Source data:
===
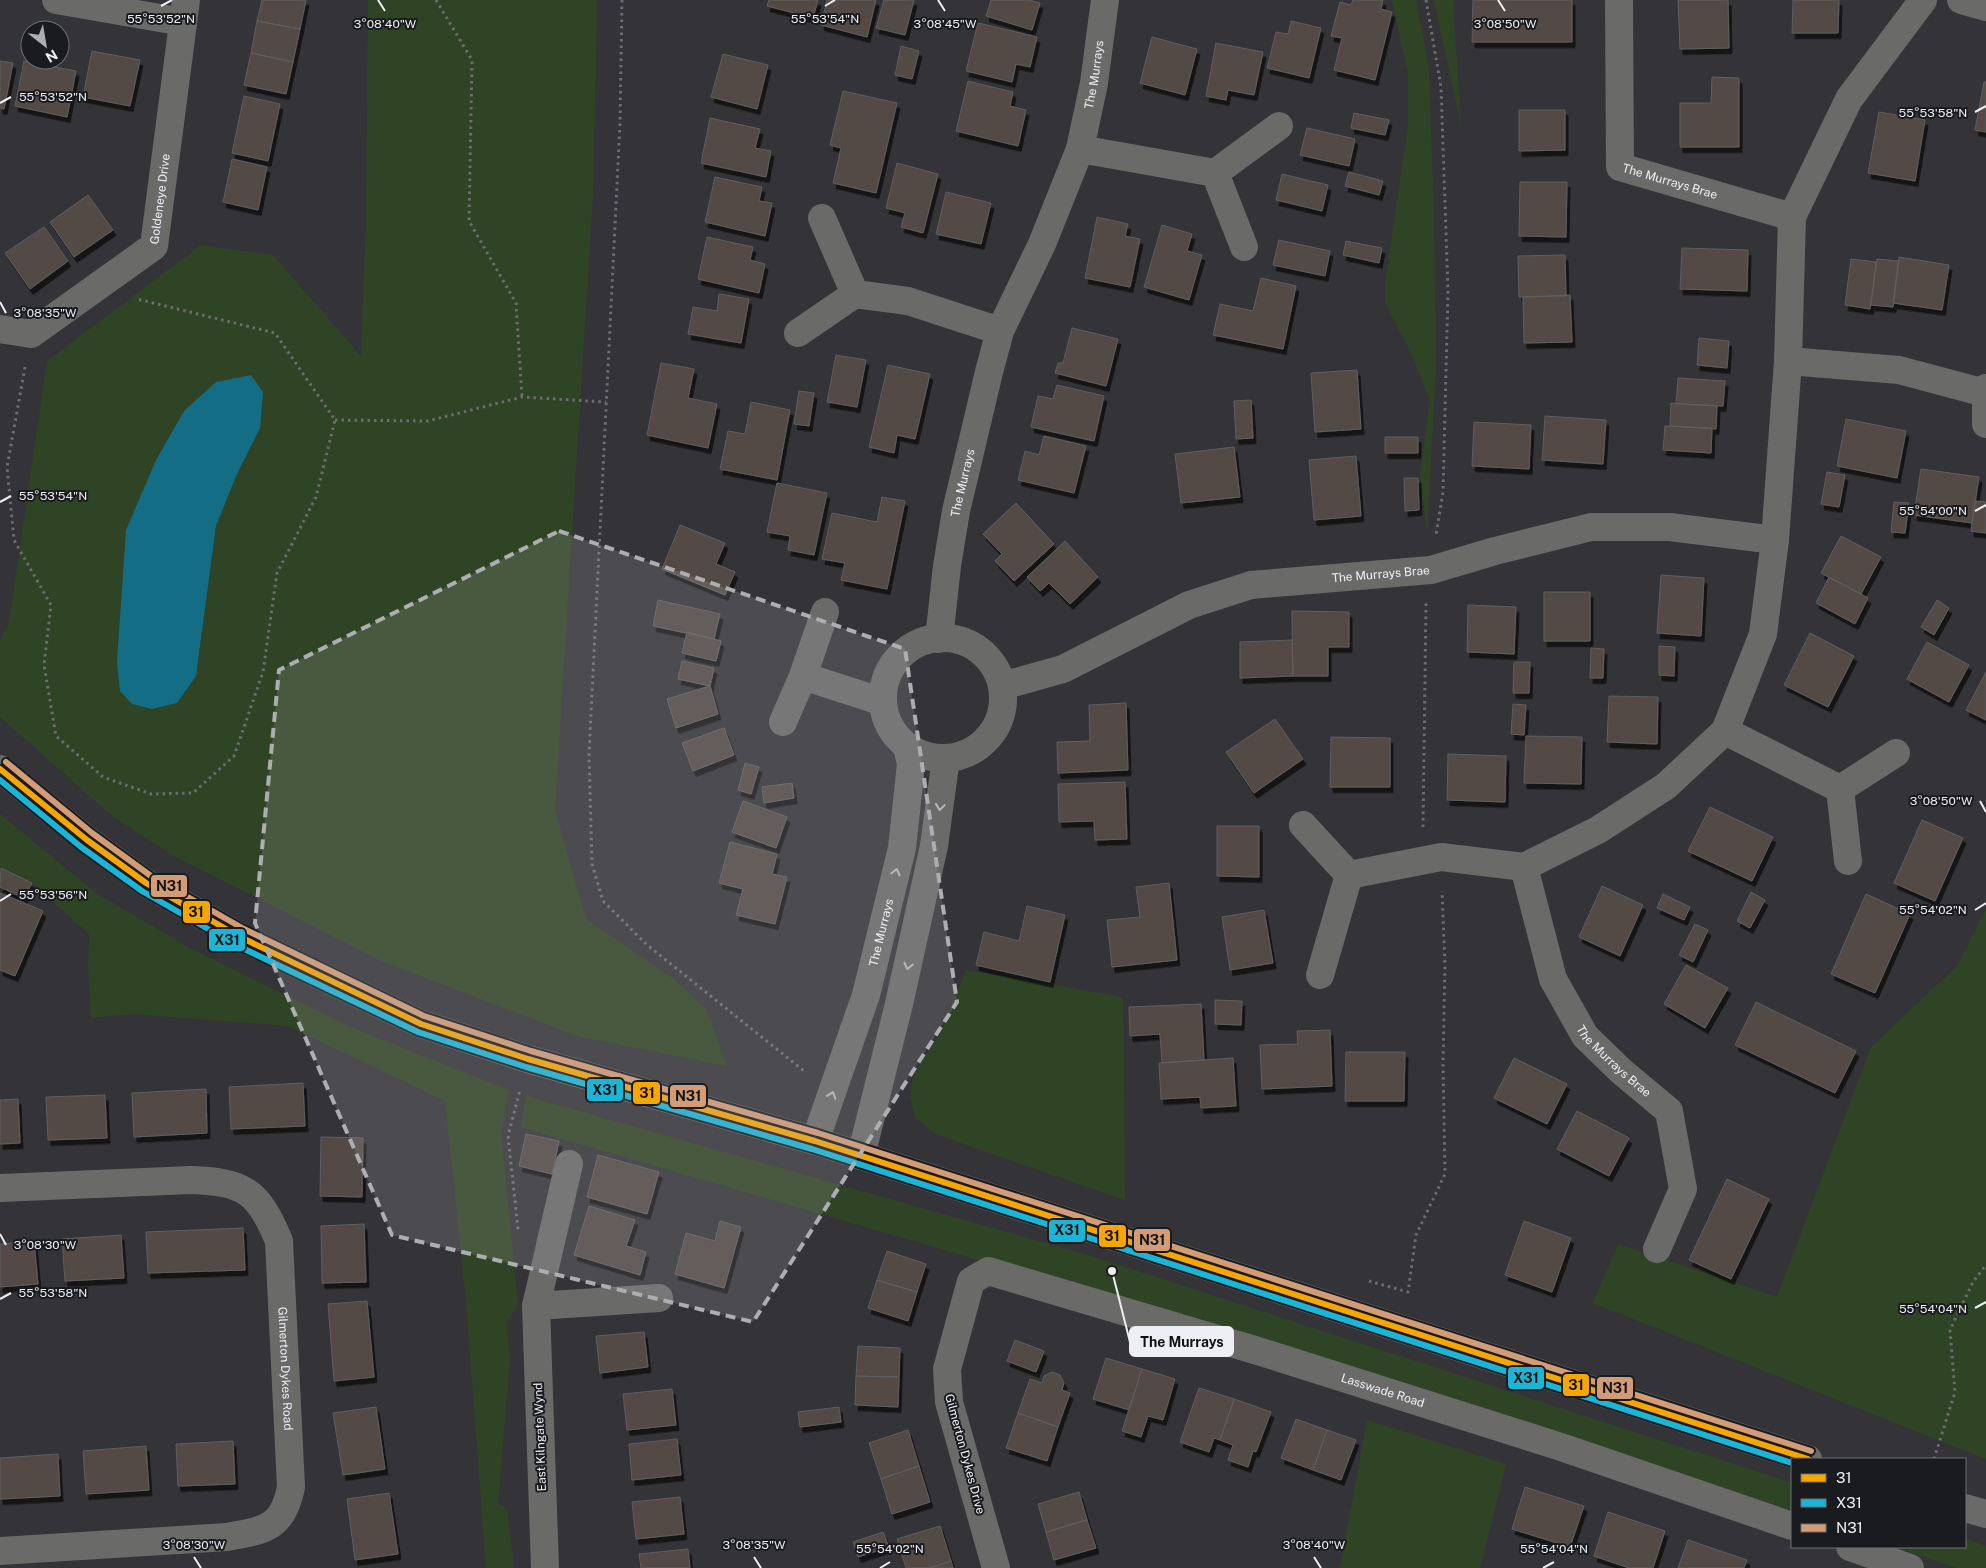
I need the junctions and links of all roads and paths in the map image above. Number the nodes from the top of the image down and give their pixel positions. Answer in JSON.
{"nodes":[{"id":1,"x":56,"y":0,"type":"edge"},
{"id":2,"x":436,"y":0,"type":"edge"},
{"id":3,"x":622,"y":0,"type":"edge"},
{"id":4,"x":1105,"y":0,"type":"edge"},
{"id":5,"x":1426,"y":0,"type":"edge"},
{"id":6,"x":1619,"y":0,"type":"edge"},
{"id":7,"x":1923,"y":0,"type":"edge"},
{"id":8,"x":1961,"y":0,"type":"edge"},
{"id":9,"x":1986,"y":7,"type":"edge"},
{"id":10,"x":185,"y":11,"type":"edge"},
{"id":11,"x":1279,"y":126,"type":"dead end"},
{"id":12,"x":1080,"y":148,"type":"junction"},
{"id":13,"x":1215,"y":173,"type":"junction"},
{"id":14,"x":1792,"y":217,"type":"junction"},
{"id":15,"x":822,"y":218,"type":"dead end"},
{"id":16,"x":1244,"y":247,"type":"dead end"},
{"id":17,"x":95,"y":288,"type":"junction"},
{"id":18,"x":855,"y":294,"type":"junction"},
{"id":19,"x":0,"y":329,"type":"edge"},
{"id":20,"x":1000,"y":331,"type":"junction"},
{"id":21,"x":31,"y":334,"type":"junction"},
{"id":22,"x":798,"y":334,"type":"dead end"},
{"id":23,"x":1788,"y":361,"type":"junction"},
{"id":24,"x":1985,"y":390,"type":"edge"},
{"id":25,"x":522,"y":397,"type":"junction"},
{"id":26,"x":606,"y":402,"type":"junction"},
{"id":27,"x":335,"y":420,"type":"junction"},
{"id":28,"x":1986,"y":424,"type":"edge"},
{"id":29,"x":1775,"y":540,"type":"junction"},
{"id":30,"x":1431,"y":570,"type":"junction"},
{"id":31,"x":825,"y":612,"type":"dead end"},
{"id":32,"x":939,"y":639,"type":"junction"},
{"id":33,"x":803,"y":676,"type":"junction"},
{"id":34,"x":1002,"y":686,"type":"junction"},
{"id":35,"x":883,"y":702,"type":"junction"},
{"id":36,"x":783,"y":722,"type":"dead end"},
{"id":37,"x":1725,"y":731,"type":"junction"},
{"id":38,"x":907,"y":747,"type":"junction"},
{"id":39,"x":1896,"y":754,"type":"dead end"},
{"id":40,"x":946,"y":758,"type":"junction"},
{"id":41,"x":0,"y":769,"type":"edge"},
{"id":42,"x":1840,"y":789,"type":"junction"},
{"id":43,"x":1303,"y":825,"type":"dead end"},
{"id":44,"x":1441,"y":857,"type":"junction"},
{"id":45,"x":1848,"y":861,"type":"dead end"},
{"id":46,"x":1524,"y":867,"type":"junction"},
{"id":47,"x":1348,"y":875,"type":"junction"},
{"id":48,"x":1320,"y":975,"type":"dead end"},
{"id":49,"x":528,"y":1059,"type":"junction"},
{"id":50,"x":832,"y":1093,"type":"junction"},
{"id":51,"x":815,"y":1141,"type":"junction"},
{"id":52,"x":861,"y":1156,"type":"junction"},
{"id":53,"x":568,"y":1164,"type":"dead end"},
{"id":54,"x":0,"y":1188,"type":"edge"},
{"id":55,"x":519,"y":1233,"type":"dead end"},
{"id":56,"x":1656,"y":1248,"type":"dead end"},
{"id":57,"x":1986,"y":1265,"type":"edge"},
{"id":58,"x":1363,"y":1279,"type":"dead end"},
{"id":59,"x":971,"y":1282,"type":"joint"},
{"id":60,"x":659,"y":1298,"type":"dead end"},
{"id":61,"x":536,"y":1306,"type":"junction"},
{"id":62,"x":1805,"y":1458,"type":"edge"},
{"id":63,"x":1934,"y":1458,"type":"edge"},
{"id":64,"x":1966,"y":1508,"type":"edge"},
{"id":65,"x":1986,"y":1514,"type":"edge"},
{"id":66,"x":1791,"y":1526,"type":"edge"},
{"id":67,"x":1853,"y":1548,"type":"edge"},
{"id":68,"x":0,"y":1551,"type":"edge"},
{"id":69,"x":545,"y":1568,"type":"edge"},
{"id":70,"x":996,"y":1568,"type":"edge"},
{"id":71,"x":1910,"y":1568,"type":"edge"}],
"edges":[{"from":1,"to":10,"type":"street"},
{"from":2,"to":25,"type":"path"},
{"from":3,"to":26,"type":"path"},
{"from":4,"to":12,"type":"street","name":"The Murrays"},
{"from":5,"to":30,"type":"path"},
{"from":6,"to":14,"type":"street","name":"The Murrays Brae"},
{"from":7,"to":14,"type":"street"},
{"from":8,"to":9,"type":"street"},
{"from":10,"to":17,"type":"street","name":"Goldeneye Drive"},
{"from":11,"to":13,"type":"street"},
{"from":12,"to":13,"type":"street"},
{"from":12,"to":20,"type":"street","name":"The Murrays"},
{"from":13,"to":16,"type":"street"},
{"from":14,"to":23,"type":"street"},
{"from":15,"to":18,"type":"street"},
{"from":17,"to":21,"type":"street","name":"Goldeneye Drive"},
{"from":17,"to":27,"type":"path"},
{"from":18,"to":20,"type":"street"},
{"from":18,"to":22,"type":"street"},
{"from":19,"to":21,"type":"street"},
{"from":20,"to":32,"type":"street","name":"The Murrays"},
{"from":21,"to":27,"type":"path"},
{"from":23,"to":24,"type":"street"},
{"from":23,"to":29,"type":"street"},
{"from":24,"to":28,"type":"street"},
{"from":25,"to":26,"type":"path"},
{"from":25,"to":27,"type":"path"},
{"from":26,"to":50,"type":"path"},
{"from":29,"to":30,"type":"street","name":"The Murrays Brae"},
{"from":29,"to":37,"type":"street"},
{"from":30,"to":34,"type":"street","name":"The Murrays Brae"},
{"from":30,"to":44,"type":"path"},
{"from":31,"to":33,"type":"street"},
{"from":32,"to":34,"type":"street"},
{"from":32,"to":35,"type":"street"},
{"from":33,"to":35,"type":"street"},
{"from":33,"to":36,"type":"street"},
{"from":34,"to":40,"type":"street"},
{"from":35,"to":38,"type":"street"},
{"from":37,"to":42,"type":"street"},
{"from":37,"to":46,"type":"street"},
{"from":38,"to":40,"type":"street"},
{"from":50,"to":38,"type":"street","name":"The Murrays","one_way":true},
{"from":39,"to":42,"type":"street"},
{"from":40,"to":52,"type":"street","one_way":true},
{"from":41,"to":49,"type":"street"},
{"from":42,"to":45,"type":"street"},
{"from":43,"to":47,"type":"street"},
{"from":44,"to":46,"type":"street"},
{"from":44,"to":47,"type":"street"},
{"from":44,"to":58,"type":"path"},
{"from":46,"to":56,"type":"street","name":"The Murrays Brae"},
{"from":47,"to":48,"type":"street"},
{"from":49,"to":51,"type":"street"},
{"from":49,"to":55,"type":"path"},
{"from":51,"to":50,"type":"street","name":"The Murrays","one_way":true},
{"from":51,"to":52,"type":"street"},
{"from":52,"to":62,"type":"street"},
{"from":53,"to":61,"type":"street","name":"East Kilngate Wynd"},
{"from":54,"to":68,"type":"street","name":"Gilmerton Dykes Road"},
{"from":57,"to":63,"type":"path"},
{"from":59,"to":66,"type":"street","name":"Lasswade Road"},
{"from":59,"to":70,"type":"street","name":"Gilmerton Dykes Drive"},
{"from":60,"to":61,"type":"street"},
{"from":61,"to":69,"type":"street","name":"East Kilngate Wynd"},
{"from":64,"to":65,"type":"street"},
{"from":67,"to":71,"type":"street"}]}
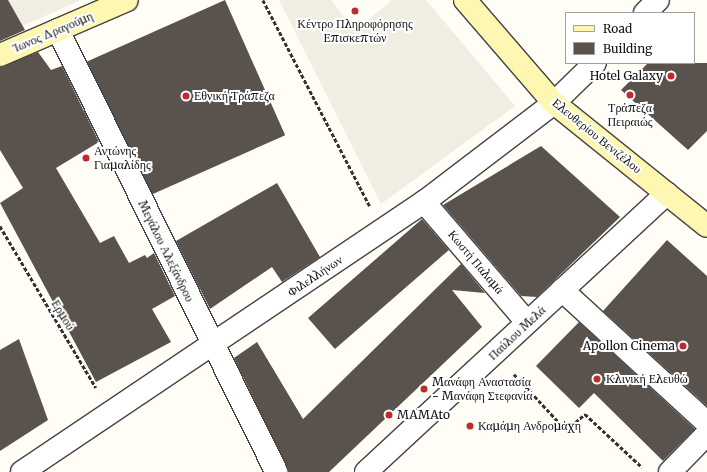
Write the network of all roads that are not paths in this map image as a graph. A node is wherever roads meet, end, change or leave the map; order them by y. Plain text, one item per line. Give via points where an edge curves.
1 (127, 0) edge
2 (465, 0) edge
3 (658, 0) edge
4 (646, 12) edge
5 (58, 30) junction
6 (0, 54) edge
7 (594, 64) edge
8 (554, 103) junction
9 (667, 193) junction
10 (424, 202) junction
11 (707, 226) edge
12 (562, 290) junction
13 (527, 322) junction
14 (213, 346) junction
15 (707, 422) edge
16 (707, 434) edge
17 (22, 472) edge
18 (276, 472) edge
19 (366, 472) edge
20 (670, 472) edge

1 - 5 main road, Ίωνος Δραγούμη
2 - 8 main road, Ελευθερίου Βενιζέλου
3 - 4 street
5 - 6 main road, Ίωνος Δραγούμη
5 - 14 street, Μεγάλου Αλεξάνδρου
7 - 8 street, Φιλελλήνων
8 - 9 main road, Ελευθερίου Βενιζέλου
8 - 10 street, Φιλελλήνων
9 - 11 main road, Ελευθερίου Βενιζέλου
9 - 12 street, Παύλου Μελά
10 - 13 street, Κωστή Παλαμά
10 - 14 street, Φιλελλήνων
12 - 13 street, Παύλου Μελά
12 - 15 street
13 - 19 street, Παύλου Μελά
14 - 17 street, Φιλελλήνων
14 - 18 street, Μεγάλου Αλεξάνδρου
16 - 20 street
===
• PROBLEM TO SOLVE: Only the number is wanted: count the lines of the records that hold the word "paths".

• RESPONSE: 2